Willis points out that more lives can be saved from fatal opioid overdoses with more education and training in the use of naloxone. “However, Narcan is not the solution to the problem of opioids,” he stresses. “We are concentrating our efforts on preventing the overdose in the first place.”
Cannabis as an alternative pain medication
Another way to fight opioid dependency is by using cannabis for pain relief. “Cannabis can be the exit strategy when it comes to (reducing) any pharmaceuticals – opioids included,” according to Dr. Jeff Hergenrather M.D.
Hergenrather, who has experience in general medicine, OB-GYN, pediatrics, neonatal care and emergency medicine, began a private practice in cannabis consultations and general medicine consultations in 1999. He offers cannabis recommendations to Californians with serious medical conditions and cannabis consultations throughout the world through phone and online appointments.
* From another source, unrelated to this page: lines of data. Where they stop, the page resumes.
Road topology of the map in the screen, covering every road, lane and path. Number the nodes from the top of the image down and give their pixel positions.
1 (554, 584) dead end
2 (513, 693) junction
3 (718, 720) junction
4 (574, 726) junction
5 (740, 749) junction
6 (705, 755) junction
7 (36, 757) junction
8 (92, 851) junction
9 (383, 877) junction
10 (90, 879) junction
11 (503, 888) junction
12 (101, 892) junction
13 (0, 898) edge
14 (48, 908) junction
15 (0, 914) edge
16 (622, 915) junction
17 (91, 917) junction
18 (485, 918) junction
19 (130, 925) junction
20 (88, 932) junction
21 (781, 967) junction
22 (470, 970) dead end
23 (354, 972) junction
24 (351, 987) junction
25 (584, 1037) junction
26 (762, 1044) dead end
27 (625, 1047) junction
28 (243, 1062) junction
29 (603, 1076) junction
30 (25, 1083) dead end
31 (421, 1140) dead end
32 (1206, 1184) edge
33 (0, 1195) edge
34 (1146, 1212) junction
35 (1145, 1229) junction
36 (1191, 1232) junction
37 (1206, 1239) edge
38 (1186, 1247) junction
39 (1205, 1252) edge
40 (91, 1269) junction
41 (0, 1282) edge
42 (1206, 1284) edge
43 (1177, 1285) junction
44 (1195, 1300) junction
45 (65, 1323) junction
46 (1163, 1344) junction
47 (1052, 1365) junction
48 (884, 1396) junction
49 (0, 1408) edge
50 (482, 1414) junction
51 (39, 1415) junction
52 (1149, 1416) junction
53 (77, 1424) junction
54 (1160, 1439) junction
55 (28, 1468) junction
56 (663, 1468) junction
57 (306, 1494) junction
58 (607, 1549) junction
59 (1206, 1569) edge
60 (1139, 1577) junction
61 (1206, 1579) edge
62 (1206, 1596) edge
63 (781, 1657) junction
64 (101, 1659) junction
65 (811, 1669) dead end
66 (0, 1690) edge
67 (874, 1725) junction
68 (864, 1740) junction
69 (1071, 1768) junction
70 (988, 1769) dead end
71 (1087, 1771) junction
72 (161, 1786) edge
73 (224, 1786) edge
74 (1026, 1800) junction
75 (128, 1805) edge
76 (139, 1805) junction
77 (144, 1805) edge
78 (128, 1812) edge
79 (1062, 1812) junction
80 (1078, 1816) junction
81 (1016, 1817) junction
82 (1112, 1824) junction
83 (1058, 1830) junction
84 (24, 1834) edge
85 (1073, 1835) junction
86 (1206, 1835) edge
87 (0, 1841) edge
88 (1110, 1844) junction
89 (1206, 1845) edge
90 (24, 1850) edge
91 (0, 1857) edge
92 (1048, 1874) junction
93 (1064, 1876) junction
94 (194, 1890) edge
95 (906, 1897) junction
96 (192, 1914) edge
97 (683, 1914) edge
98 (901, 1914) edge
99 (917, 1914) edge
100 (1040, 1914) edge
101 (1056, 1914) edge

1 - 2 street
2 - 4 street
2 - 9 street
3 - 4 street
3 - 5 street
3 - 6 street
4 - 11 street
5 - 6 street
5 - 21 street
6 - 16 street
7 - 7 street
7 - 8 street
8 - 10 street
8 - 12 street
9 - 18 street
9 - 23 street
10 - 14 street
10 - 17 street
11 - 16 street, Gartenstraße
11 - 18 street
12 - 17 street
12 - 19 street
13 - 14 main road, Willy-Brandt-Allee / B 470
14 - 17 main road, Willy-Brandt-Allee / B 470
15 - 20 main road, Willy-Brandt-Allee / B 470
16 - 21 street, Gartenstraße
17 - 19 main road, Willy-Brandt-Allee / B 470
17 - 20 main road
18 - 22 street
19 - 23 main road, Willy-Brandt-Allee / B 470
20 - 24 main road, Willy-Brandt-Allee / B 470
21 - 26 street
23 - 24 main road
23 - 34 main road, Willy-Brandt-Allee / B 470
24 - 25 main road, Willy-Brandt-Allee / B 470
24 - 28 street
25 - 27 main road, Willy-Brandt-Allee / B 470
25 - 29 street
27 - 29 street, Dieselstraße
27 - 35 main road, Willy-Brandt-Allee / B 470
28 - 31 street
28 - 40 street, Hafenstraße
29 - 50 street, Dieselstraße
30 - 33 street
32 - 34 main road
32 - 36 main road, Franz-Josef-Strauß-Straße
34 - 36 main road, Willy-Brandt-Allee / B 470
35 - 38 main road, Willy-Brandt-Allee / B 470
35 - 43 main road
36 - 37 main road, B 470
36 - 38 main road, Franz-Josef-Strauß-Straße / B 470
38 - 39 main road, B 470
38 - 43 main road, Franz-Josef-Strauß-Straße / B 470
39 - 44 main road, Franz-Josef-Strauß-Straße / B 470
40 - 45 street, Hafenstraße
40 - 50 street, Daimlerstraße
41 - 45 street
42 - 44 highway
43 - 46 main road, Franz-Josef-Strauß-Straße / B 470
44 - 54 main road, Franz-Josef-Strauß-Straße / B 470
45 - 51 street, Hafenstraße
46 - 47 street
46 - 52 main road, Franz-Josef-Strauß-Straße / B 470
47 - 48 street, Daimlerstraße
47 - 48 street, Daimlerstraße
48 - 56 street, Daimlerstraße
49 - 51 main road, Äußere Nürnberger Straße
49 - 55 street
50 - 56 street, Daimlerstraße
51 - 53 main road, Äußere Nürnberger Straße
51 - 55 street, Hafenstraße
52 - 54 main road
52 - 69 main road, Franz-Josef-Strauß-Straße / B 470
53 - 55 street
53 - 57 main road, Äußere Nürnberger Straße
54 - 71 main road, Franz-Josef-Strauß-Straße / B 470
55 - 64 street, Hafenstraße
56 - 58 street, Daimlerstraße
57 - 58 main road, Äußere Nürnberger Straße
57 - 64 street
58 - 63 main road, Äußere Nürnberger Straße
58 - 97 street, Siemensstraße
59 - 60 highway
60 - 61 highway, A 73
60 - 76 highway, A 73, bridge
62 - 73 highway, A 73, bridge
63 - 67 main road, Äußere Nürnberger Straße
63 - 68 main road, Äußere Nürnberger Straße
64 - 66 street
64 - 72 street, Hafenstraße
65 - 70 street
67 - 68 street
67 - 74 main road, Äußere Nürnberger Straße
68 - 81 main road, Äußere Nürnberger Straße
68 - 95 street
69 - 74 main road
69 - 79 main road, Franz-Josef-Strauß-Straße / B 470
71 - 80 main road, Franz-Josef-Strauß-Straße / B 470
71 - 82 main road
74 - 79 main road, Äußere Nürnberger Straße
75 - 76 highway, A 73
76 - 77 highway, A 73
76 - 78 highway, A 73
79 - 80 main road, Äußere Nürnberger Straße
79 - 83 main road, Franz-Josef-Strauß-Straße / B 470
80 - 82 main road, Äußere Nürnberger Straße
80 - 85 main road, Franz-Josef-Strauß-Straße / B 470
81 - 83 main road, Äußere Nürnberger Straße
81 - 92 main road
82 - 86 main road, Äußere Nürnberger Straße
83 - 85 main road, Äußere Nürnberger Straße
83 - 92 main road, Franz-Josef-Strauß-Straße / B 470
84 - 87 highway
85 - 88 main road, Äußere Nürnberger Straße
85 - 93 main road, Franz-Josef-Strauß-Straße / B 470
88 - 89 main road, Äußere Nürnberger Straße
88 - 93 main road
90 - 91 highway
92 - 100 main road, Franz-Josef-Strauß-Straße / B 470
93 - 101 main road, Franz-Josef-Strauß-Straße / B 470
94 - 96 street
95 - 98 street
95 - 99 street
In recent years, Hergenrather has seen the demographics of his practice change with an increase of older adults and children as patients. “The increase in older patients is partly due to the aging of the Baby Boom population,” he acknowledges. “But it is also due to the new street knowledge that cannabis can be helpful in treating pain.”
The use of cannabis to treat pain has suffered from “a whole lot of misinformation,” Hergenrather says. “Many people still believe it is an addictive substance or they are concerned that THC (the principal psychoactive constituent of cannabis) is dangerous…These assertions and allegations are not supported by the literature.”
In preparation for a research paper, Hergenrather recently reviewed 100 patient charts and discovered that about one-third of his patients were able to discontinue their use of opioids or only use them intermittently after they began cannabis treatments.
Hergenrather advises his new patients to add low doses of cannabis while still taking their other pain medications. ‘If you are taking opioids three times a day, I would suggest you begin by taking cannabis three times a day.” As his patients become used to cannabis, then he can offer suggestions for tapering off the opioids.
“Some older people are afraid of THC and they tell me, “I don’t want to get high,’” he says. “There is this underlying fear that cannabis is dangerous. But it is a mistake. The THC in cannabis is easy to prescribe and is a safe form of pain management for most people.
“I do appreciate that there is a role for opioids in acute pain management, but I find it sickening how opioids are overprescribed. This herb (cannabis) is such a safer alternative.”